New York (dpa) - Die weltweit erste Kunstmesse nur für das Internet ist online gegangen. An der «Vip Art Fair» nehmen nach Angaben der Veranstalter 139 Galerien aus 30 Länder teil, darunter auch aus Deutschland.

Jeder kann sich nach einer Registrierung umschauen und auch kaufen. Die Preise beginnen bei ein paar Tausend Dollar und gehen über die Million hinaus.

Die Macher passen sich den Gewohnheiten der Galeriebesucher an. So wurde ein Grundriss kreiert, nach dem man die Kunstwerke - zumeist Bilder - abschreiten kann. Sogar der Schatten eines anderen Besuchers ist zu sehen, um ein Verhältnis zur Größe des Stückes herstellen zu können. Allerdings ist das Kunstvergnügen nicht ganz billig. Der virtuelle Rundgang ist nach einer etwas aufwendigen Registrierung zwar kostenlos. Wer aber mehr will - etwa mit den Galerien Kontakt aufnehmen oder auch nur den Preis erfahren - muss am Eröffnungswochenende 100, später 20 Dollar (15 Euro) zahlen.

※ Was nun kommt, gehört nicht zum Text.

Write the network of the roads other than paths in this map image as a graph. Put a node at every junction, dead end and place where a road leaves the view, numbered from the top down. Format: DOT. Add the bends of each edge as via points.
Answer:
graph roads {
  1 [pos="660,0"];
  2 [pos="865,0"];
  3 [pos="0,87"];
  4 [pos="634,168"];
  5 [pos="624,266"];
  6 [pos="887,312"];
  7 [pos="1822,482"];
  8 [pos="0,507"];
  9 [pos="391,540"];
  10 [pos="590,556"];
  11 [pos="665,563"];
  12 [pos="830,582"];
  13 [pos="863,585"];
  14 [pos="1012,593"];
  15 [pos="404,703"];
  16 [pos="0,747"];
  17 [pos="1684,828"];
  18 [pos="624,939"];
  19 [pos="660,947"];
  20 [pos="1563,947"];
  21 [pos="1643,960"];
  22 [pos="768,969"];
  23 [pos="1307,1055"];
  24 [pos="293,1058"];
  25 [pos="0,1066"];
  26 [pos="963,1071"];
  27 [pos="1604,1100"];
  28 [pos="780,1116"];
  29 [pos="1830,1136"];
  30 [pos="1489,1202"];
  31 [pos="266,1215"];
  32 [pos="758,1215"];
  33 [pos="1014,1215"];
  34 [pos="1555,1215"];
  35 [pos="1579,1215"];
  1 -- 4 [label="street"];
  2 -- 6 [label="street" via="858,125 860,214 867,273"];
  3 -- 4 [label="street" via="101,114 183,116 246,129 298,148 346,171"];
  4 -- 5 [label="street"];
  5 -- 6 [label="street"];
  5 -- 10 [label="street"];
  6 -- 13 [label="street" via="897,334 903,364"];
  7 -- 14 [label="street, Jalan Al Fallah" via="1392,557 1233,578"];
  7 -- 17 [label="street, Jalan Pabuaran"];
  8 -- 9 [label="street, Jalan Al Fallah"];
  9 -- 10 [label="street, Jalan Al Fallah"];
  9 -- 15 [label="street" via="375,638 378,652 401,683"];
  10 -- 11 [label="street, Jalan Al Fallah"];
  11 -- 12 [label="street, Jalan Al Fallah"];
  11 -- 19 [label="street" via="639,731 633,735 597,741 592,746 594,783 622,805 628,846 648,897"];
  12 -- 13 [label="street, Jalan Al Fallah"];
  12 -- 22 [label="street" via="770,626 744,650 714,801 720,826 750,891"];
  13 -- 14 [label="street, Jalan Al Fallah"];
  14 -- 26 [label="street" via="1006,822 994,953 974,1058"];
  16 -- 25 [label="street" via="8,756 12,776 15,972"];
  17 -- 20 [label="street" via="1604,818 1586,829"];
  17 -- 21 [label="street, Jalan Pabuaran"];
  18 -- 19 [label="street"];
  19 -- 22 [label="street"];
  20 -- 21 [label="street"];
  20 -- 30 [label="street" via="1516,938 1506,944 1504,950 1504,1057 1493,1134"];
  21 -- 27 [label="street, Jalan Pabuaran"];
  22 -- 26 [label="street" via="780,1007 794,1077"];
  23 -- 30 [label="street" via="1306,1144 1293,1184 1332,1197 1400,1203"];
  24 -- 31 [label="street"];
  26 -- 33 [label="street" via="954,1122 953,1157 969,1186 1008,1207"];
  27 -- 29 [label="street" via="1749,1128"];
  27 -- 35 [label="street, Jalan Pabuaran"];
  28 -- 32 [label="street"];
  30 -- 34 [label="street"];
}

Die Internetausstellung ist bis zum 30. Januar zu sehen. Für die Galerien bietet das Experiment den Vorteil, dass sie ihre Kunstwerke nicht für viel Geld verschicken müssen, um dann auf einer Kunstmesse oft Zehntausende Dollar Standgebühren zu zahlen. Zudem ist die Zahl der Kunstmessen kaum noch überschaubar. Allerdings kostet auch der «Stand» auf der virtuellen Ausstellung nach Medienangaben mehrere Tausend Dollar.